_Record set_:
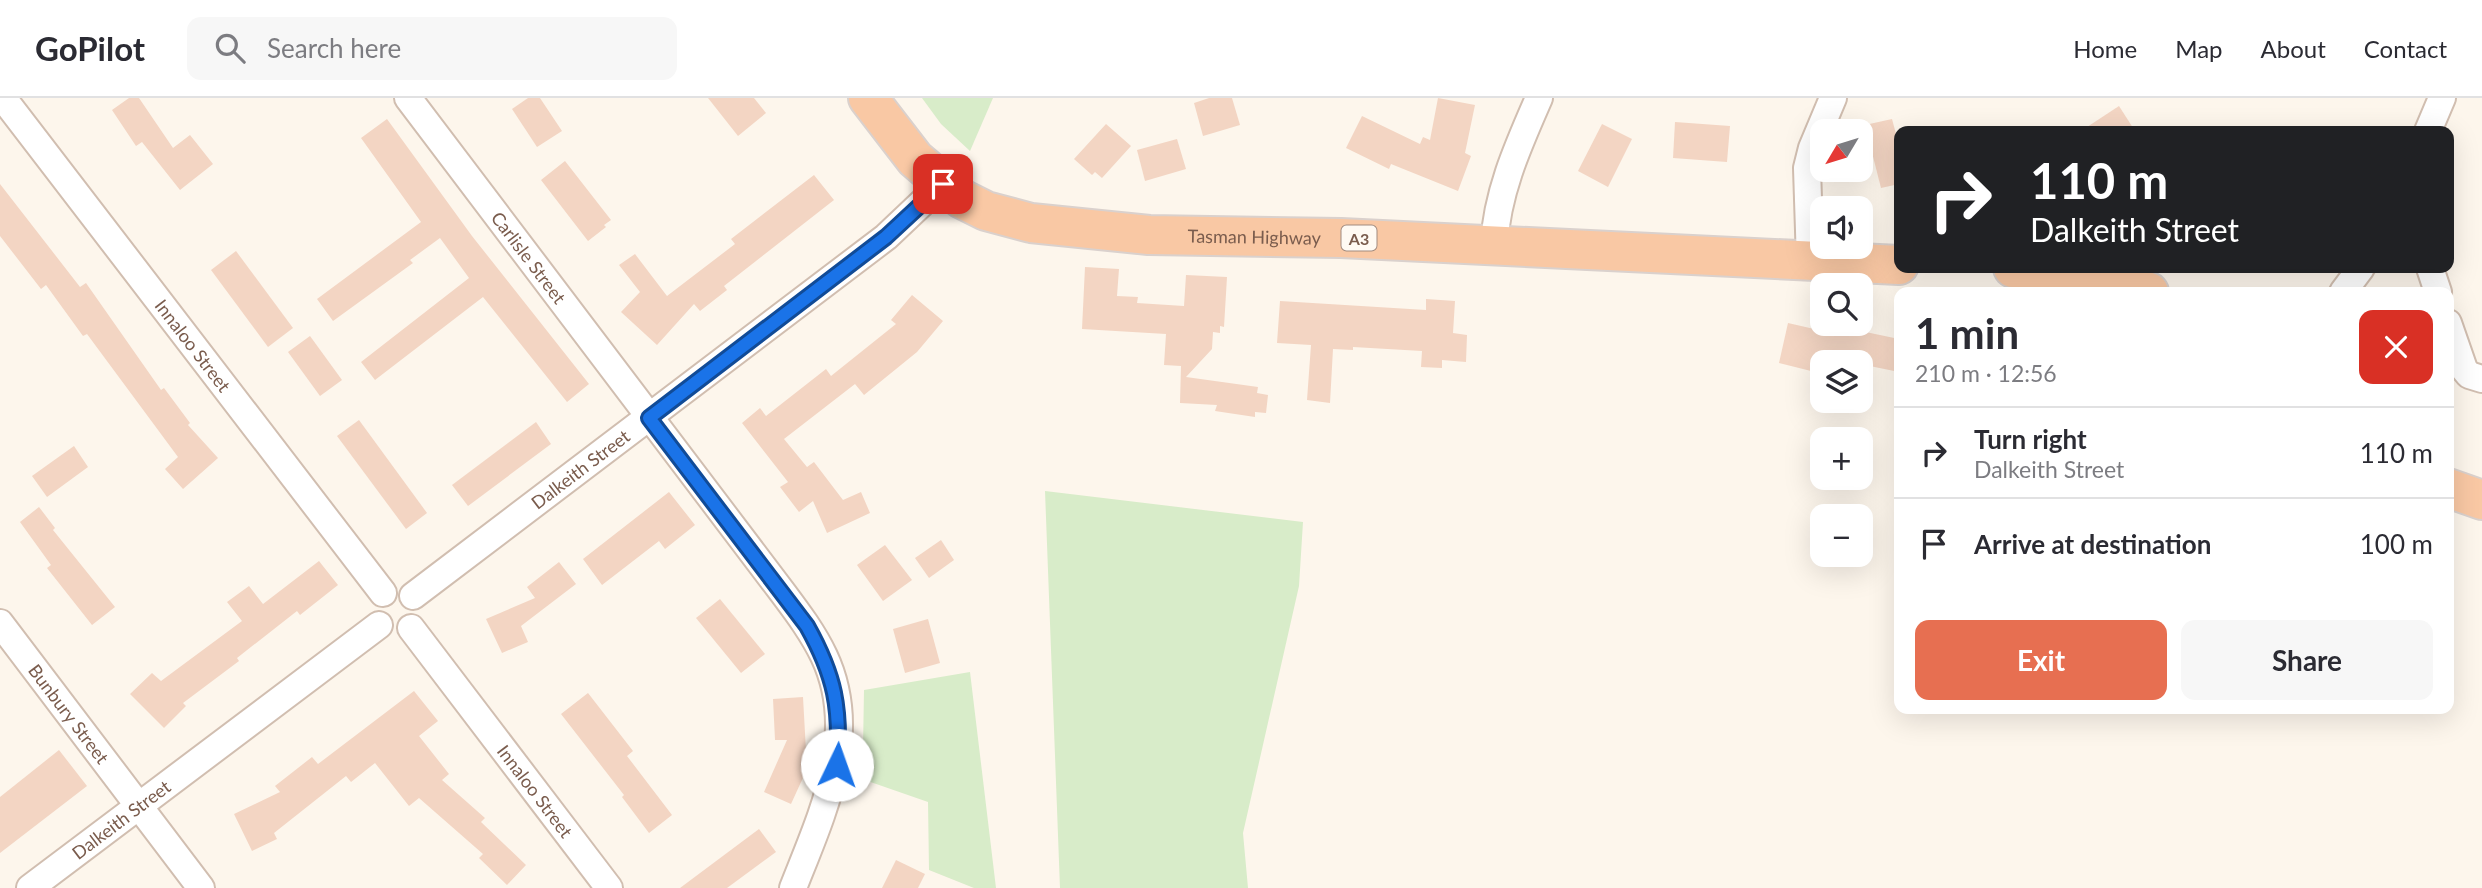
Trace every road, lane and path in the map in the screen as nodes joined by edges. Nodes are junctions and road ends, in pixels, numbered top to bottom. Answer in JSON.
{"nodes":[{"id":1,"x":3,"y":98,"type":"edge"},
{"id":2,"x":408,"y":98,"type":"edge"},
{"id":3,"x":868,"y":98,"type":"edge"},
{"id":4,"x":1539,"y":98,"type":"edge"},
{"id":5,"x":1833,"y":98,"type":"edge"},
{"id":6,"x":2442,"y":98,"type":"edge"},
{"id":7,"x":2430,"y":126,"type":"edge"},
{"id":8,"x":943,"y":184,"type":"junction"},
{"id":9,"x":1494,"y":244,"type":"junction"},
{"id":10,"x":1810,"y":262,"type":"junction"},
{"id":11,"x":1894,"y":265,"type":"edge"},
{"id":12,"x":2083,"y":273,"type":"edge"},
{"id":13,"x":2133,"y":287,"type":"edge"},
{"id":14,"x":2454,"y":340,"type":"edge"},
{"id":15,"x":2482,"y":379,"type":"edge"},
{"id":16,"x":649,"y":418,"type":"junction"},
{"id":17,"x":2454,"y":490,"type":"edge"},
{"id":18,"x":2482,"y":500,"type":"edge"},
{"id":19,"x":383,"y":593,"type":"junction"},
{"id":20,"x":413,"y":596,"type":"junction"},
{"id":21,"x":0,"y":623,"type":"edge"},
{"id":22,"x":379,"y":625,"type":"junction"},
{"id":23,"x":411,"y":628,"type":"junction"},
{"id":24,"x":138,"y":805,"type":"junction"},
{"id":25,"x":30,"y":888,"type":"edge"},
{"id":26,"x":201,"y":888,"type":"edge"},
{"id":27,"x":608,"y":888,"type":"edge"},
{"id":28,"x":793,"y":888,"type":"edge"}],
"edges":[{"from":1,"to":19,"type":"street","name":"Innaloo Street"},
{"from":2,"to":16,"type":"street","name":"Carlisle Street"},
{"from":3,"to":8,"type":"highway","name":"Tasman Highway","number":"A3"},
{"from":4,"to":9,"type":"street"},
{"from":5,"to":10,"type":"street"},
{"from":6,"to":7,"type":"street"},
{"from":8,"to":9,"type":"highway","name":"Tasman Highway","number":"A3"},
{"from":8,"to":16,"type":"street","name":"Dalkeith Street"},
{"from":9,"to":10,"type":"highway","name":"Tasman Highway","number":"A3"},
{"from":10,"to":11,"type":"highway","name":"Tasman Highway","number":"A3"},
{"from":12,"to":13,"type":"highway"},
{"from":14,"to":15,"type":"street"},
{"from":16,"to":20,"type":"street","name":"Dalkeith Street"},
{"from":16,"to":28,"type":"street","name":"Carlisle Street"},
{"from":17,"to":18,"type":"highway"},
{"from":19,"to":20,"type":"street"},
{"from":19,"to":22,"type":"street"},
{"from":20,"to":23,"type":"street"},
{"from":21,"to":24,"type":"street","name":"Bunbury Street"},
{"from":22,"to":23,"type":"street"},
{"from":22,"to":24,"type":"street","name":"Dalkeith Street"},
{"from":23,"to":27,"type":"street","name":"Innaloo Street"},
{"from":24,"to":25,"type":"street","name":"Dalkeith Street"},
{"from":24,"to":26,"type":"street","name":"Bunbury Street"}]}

_Task to carry out_: Exclude the pictures, and transcribe all of the material exactly.

_Answer section_:
Trace every road, lane and path in the map in the screen as nodes joined by edges. Nodes are junctions and road ends, in pixels, numbered top to bottom. Answer in JSON.
{"nodes":[{"id":1,"x":3,"y":98,"type":"edge"},
{"id":2,"x":408,"y":98,"type":"edge"},
{"id":3,"x":868,"y":98,"type":"edge"},
{"id":4,"x":1539,"y":98,"type":"edge"},
{"id":5,"x":1833,"y":98,"type":"edge"},
{"id":6,"x":2442,"y":98,"type":"edge"},
{"id":7,"x":2430,"y":126,"type":"edge"},
{"id":8,"x":943,"y":184,"type":"junction"},
{"id":9,"x":1494,"y":244,"type":"junction"},
{"id":10,"x":1810,"y":262,"type":"junction"},
{"id":11,"x":1894,"y":265,"type":"edge"},
{"id":12,"x":2083,"y":273,"type":"edge"},
{"id":13,"x":2133,"y":287,"type":"edge"},
{"id":14,"x":2454,"y":340,"type":"edge"},
{"id":15,"x":2482,"y":379,"type":"edge"},
{"id":16,"x":649,"y":418,"type":"junction"},
{"id":17,"x":2454,"y":490,"type":"edge"},
{"id":18,"x":2482,"y":500,"type":"edge"},
{"id":19,"x":383,"y":593,"type":"junction"},
{"id":20,"x":413,"y":596,"type":"junction"},
{"id":21,"x":0,"y":623,"type":"edge"},
{"id":22,"x":379,"y":625,"type":"junction"},
{"id":23,"x":411,"y":628,"type":"junction"},
{"id":24,"x":138,"y":805,"type":"junction"},
{"id":25,"x":30,"y":888,"type":"edge"},
{"id":26,"x":201,"y":888,"type":"edge"},
{"id":27,"x":608,"y":888,"type":"edge"},
{"id":28,"x":793,"y":888,"type":"edge"}],
"edges":[{"from":1,"to":19,"type":"street","name":"Innaloo Street"},
{"from":2,"to":16,"type":"street","name":"Carlisle Street"},
{"from":3,"to":8,"type":"highway","name":"Tasman Highway","number":"A3"},
{"from":4,"to":9,"type":"street"},
{"from":5,"to":10,"type":"street"},
{"from":6,"to":7,"type":"street"},
{"from":8,"to":9,"type":"highway","name":"Tasman Highway","number":"A3"},
{"from":8,"to":16,"type":"street","name":"Dalkeith Street"},
{"from":9,"to":10,"type":"highway","name":"Tasman Highway","number":"A3"},
{"from":10,"to":11,"type":"highway","name":"Tasman Highway","number":"A3"},
{"from":12,"to":13,"type":"highway"},
{"from":14,"to":15,"type":"street"},
{"from":16,"to":20,"type":"street","name":"Dalkeith Street"},
{"from":16,"to":28,"type":"street","name":"Carlisle Street"},
{"from":17,"to":18,"type":"highway"},
{"from":19,"to":20,"type":"street"},
{"from":19,"to":22,"type":"street"},
{"from":20,"to":23,"type":"street"},
{"from":21,"to":24,"type":"street","name":"Bunbury Street"},
{"from":22,"to":23,"type":"street"},
{"from":22,"to":24,"type":"street","name":"Dalkeith Street"},
{"from":23,"to":27,"type":"street","name":"Innaloo Street"},
{"from":24,"to":25,"type":"street","name":"Dalkeith Street"},
{"from":24,"to":26,"type":"street","name":"Bunbury Street"}]}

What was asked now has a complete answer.